Stored data entries
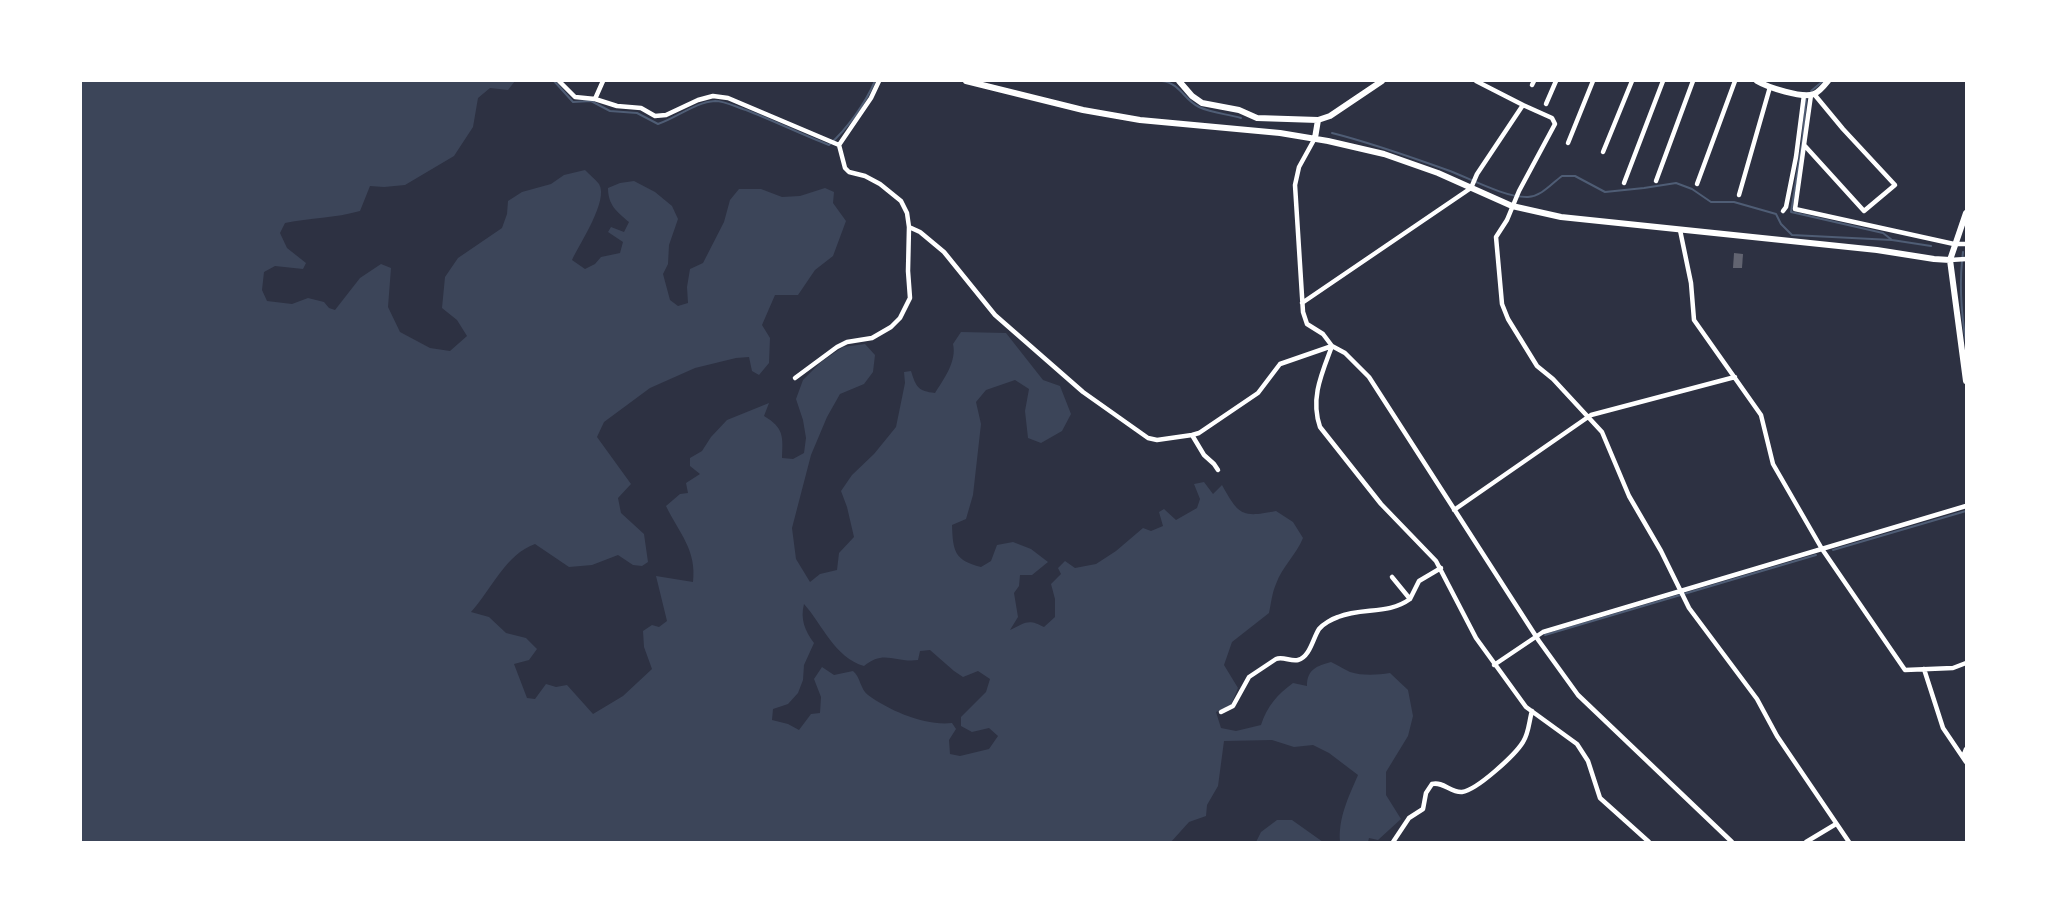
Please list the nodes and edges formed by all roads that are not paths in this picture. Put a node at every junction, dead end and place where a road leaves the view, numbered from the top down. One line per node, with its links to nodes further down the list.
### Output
1 (559, 81): 18 (street)
2 (603, 81): 18 (street)
3 (879, 81): 24 (street)
4 (966, 81): 22 (main road)
5 (1179, 81): 21 (main road)
6 (1382, 81): 21 (main road)
7 (1476, 81): 20 (street)
8 (1556, 81): 19 (street)
9 (1593, 81): 23 (street)
10 (1632, 81): 26 (street)
11 (1663, 81): 28 (street)
12 (1693, 81): 27 (street)
13 (1734, 81): 29 (street)
14 (1757, 81): 16 (main road)
15 (1828, 81): 17 (main road)
16 (1770, 87): 17 (main road); 31 (street)
17 (1810, 95): 25 (street); 25 (street); 33 (street)
18 (595, 99): 24 (street)
19 (1546, 104)
20 (1522, 105): 30 (street); 32 (street)
21 (1318, 122): 22 (main road)
22 (1316, 136): 30 (main road); 41 (street)
23 (1568, 143)
24 (839, 145): 35 (street)
25 (1805, 146): 37 (street)
26 (1603, 152)
27 (1656, 181)
28 (1624, 183)
29 (1697, 184)
30 (1471, 186): 32 (main road); 41 (street)
31 (1739, 195)
32 (1514, 203): 36 (main road); 46 (street)
33 (1783, 211)
34 (1966, 213): 37 (main road)
35 (909, 227): 44 (street); 47 (street)
36 (1680, 230): 40 (main road); 43 (street)
37 (1954, 244): 38 (street); 40 (main road)
38 (1966, 244)
39 (1966, 259): 40 (street)
40 (1950, 260): 45 (main road)
41 (1302, 303): 42 (street)
42 (1332, 346): 47 (street); 50 (street); 52 (street)
43 (1735, 377): 46 (street); 51 (street)
44 (795, 378)
45 (1966, 381)
46 (1588, 417): 50 (street); 54 (street)
47 (1192, 435): 48 (street)
48 (1218, 470)
49 (1966, 506): 51 (street)
50 (1454, 510): 56 (street)
51 (1822, 549): 54 (street); 59 (street)
52 (1441, 568): 55 (street); 58 (street)
53 (1392, 577): 55 (street)
54 (1681, 594): 56 (street); 64 (street)
55 (1410, 599): 61 (street)
56 (1535, 635): 58 (street); 67 (street)
57 (1966, 663): 59 (street)
58 (1494, 665): 60 (street)
59 (1924, 669): 63 (street)
60 (1532, 711): 65 (street); 66 (street)
61 (1221, 712)
62 (1966, 748): 63 (street)
63 (1965, 760)
64 (1836, 824): 68 (street); 69 (street)
65 (1393, 842)
66 (1649, 842)
67 (1732, 842)
68 (1806, 842)
69 (1849, 842)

◆ How to complete this task
An unchanged copy of the data, images excluded, is all that should be given.

◆ Exercise solution
Please list the nodes and edges formed by all roads that are not paths in this picture. Put a node at every junction, dead end and place where a road leaves the view, numbered from the top down. One line per node, with its links to nodes further down the list.
### Output
1 (559, 81): 18 (street)
2 (603, 81): 18 (street)
3 (879, 81): 24 (street)
4 (966, 81): 22 (main road)
5 (1179, 81): 21 (main road)
6 (1382, 81): 21 (main road)
7 (1476, 81): 20 (street)
8 (1556, 81): 19 (street)
9 (1593, 81): 23 (street)
10 (1632, 81): 26 (street)
11 (1663, 81): 28 (street)
12 (1693, 81): 27 (street)
13 (1734, 81): 29 (street)
14 (1757, 81): 16 (main road)
15 (1828, 81): 17 (main road)
16 (1770, 87): 17 (main road); 31 (street)
17 (1810, 95): 25 (street); 25 (street); 33 (street)
18 (595, 99): 24 (street)
19 (1546, 104)
20 (1522, 105): 30 (street); 32 (street)
21 (1318, 122): 22 (main road)
22 (1316, 136): 30 (main road); 41 (street)
23 (1568, 143)
24 (839, 145): 35 (street)
25 (1805, 146): 37 (street)
26 (1603, 152)
27 (1656, 181)
28 (1624, 183)
29 (1697, 184)
30 (1471, 186): 32 (main road); 41 (street)
31 (1739, 195)
32 (1514, 203): 36 (main road); 46 (street)
33 (1783, 211)
34 (1966, 213): 37 (main road)
35 (909, 227): 44 (street); 47 (street)
36 (1680, 230): 40 (main road); 43 (street)
37 (1954, 244): 38 (street); 40 (main road)
38 (1966, 244)
39 (1966, 259): 40 (street)
40 (1950, 260): 45 (main road)
41 (1302, 303): 42 (street)
42 (1332, 346): 47 (street); 50 (street); 52 (street)
43 (1735, 377): 46 (street); 51 (street)
44 (795, 378)
45 (1966, 381)
46 (1588, 417): 50 (street); 54 (street)
47 (1192, 435): 48 (street)
48 (1218, 470)
49 (1966, 506): 51 (street)
50 (1454, 510): 56 (street)
51 (1822, 549): 54 (street); 59 (street)
52 (1441, 568): 55 (street); 58 (street)
53 (1392, 577): 55 (street)
54 (1681, 594): 56 (street); 64 (street)
55 (1410, 599): 61 (street)
56 (1535, 635): 58 (street); 67 (street)
57 (1966, 663): 59 (street)
58 (1494, 665): 60 (street)
59 (1924, 669): 63 (street)
60 (1532, 711): 65 (street); 66 (street)
61 (1221, 712)
62 (1966, 748): 63 (street)
63 (1965, 760)
64 (1836, 824): 68 (street); 69 (street)
65 (1393, 842)
66 (1649, 842)
67 (1732, 842)
68 (1806, 842)
69 (1849, 842)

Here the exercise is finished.